Одоевский откланялся и вернулся за свой стол, а Феликс удовлетворенно хмыкнул.
— Что ж, нас хотя бы поддерживает вторая по силе группа. Уже немало.
Эристов, который все это время молчал, внезапно поднял взгляд от своей тарелки.
— Если это действительно организовал Безбородко, то тебе придется подготовиться, Алексей. Подлецы редко действуют поодиночке. Он наверняка уже создает вокруг себя круг поддержки, который будет защищать его интересы… Даже испортить стенд нужно ухитриться — ведь у нас было мало времени на сборы и подготовку. Вероятно, ему помогли.
— Если это вообще он, — продолжал настаивать я. — Аполло — все еще член нашей группы. И я требую от вас уважительного к нему отношения. Если его вина будет доказана, тогда спустите собак.
Феликс покачал головой.
— И после этого кто-то в свете еще утверждает, что Николаевы — не благородный Дом?
Я молча улыбнулся. Не в моих правилах сразу разбрасываться обвинениями. Сперва мы с господином Безбородко поговорим наедине. Уж это я могу устроить.
Я полдня караулил его и выбирал самое удачное место для разговора. Безбородко словно почуял, что будут проблемы, и старался не оставаться один. Но все же малая нужда после обеденного кофе взяла свое…
Темный закуток коридора сразу на выходе из туалета. Тусклый свет подвальных ламп, которые едва освещали пространство. Вот он вышел из-за угла, с опаской оглянулся по сторонам и уже занес ногу, чтобы шагнуть…
— Здорово, яхонтовый мой.
Он не успел даже пикнуть — я схватил его за плечо и дернул на себя. Он выругался, пытаясь вырваться, но я был быстрее. Вцепившись в его руку, я развернул его и прижал к стене.
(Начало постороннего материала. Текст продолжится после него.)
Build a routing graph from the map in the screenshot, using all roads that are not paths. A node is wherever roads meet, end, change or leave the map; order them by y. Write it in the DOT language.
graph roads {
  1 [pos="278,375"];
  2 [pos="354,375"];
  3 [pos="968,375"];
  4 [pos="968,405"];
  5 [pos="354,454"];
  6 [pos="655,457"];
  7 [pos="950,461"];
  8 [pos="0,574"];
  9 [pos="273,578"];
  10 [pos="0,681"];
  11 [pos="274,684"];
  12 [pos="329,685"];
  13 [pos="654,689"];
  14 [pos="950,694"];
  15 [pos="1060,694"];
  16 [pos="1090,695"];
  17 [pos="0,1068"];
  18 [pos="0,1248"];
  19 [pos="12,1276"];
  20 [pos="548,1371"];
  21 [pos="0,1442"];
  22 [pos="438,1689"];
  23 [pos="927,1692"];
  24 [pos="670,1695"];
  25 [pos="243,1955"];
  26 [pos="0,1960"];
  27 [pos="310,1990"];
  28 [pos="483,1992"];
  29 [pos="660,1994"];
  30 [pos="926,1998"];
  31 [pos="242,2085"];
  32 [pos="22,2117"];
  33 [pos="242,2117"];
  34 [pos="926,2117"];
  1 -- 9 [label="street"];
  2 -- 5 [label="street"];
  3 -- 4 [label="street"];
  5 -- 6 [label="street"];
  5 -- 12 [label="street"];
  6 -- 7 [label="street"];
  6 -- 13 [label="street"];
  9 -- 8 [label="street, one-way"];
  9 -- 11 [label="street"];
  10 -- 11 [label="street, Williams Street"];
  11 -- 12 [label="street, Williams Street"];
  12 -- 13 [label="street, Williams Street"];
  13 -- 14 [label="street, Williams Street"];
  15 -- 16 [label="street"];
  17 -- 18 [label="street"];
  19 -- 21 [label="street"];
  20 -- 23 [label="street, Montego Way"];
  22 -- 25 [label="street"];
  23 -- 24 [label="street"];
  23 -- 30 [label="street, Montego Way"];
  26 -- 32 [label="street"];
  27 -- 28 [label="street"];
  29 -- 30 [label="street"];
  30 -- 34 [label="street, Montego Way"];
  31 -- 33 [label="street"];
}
— Что за черт? — выдохнул он, но я прижал его сильнее, так что Аполло не мог пошевелиться.
— Все, добегался, Безбородко, — процедил я сквозь зубы. — Зачем стенд испортил?
Он замер на секунду, но затем, обретя контроль над собой, попытался вырваться. На его лице мелькнула злость, в глазах сапфировым светом загорелась ярость.
Я почувствовал энергию его эфира, когда он начал плести заклинание. Его руки засветились ледяным синим светом. На этот раз он решил атаковать магией. Ледяная стрела сорвалась с его ладони… Протянув руку, я активировал частично силы Искажения и впитал магию, как губка впитывает воду. Ледяной заряд растворился, не причинив мне вреда.
Глаза Безбородко расширились от ужаса.
— Ты что, с ума сошел? — закричал Аполлон и попытался ударить меня в грудь, но я блокировал его удар, с легкостью развернув его лицом к себе. Теперь он стоял напротив меня, тяжело дыша и глядя мне прямо в глаза.
— Почему ты это сделал? — спросил я, пытаясь держать голос спокойным, хотя внутри все кипело. — Что, совсем крыша потекла на почве поражения?
Он скривил губы в презрительной усмешке и дернулся в моих руках, но я не дал ему шанса вырваться. Его глаза горели яростью, но в них не было того триумфа, который я ожидал увидеть.
— Ты меня достал, Николаев, — выплюнул он и вновь попытался применить магию. На этот раз свет превратился во вспышку, которая на мгновение ослепила меня. Я почувствовал, как его руки рванулись вверх, чтобы атаковать еще раз, но я отступил и одним движением погасил его заклинание.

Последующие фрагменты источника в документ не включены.